Hereditary metabolic diseases in the intensive care unit: investigations, diagnostic and therapeutic approaches

Abstract

Inborn errors of metabolism (IEMs) are caused by deficiencies in enzymes and other proteins involved in cell metabolism. Numerous IEMs are curable and thus diagnosis is mandatory before the occurrence of any irreversible neurological injury. IEMs may be responsible for intensive care unit (ICU) admission of patients with unexplained coma or encephalopathy, at any age from infancy to late adulthood. These acute late-onset presentations are often triggered by apparently non-specific external factors including benign fever episodes, prolonged exercise, prolonged fasting, and surgery. Disorders of energy metabolism and “endogenous intoxications” (syndromes leading to hyperammonemia, hyperhomocysteinemia, porphyria, aminoacidopathy, and organic aciduria) represent the two major categories of IEMs.
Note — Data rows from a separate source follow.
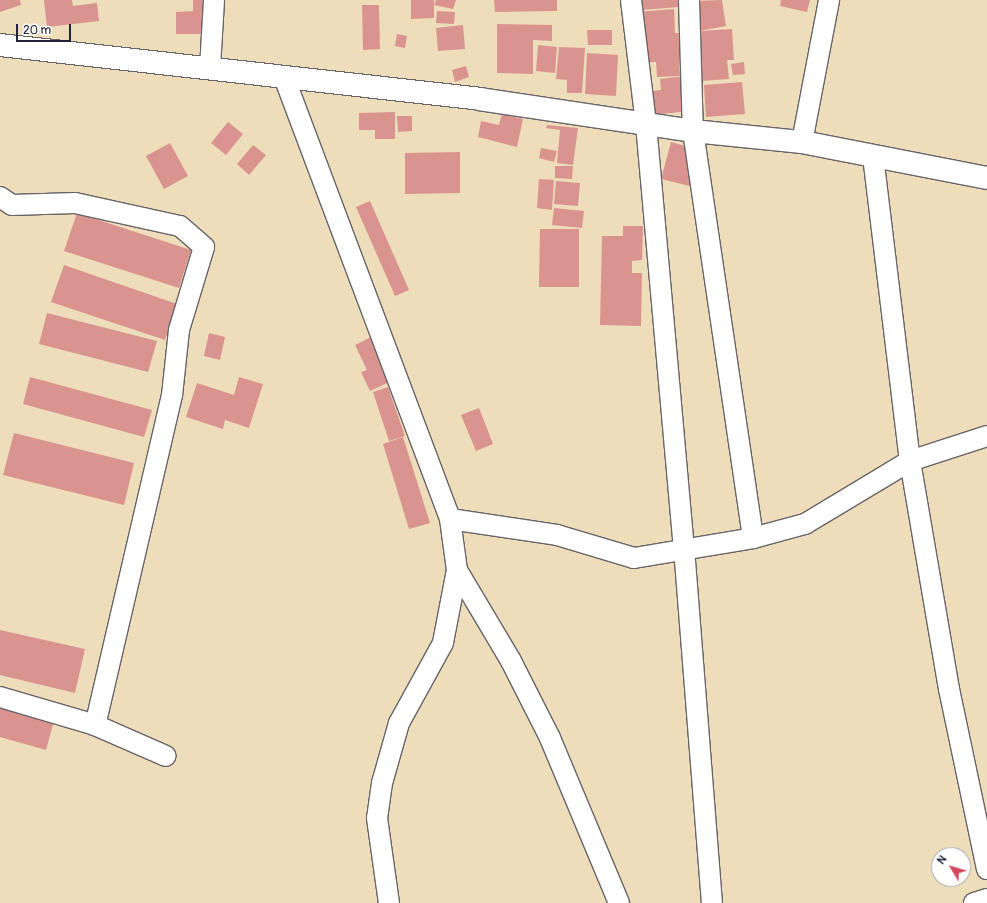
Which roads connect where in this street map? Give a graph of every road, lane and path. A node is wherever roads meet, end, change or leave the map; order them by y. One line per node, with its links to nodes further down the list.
1 (214, 0): 6 (street)
2 (631, 0): 8 (street)
3 (688, 0): 9 (street)
4 (829, 0): 10 (street)
5 (0, 45): 6 (street)
6 (210, 68): 7 (street)
7 (284, 77): 8 (street); 16 (street)
8 (646, 124): 9 (street); 18 (street)
9 (694, 131): 10 (street); 17 (street)
10 (802, 142): 11 (street)
11 (873, 156): 12 (street); 15 (street)
12 (987, 178)
13 (0, 197): 21 (street)
14 (987, 436): 15 (street)
15 (910, 460): 17 (street); 23 (street)
16 (450, 519): 18 (street); 19 (street)
17 (753, 538): 18 (street)
18 (684, 548): 27 (street)
19 (457, 570): 25 (street); 26 (street)
20 (0, 697): 21 (street)
21 (95, 725): 22 (street)
22 (166, 756)
23 (987, 869)
24 (987, 899): 28 (street)
25 (389, 903)
26 (619, 903)
27 (712, 903)
28 (974, 903)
In these settings, in addition to brain magnetic resonance imaging, the most useful metabolic investigations are measurements of blood concentrations of lactate, pyruvate, and ammonia, followed by plasma concentrations of aminoacids and homocystein as well as urine concentrations of organic acids, porphyrins, and porphobilinogen. Interpretation of these biochemical tests and the consequent treatments of assessed metabolic abnormalities require specific expertise found in reference centers.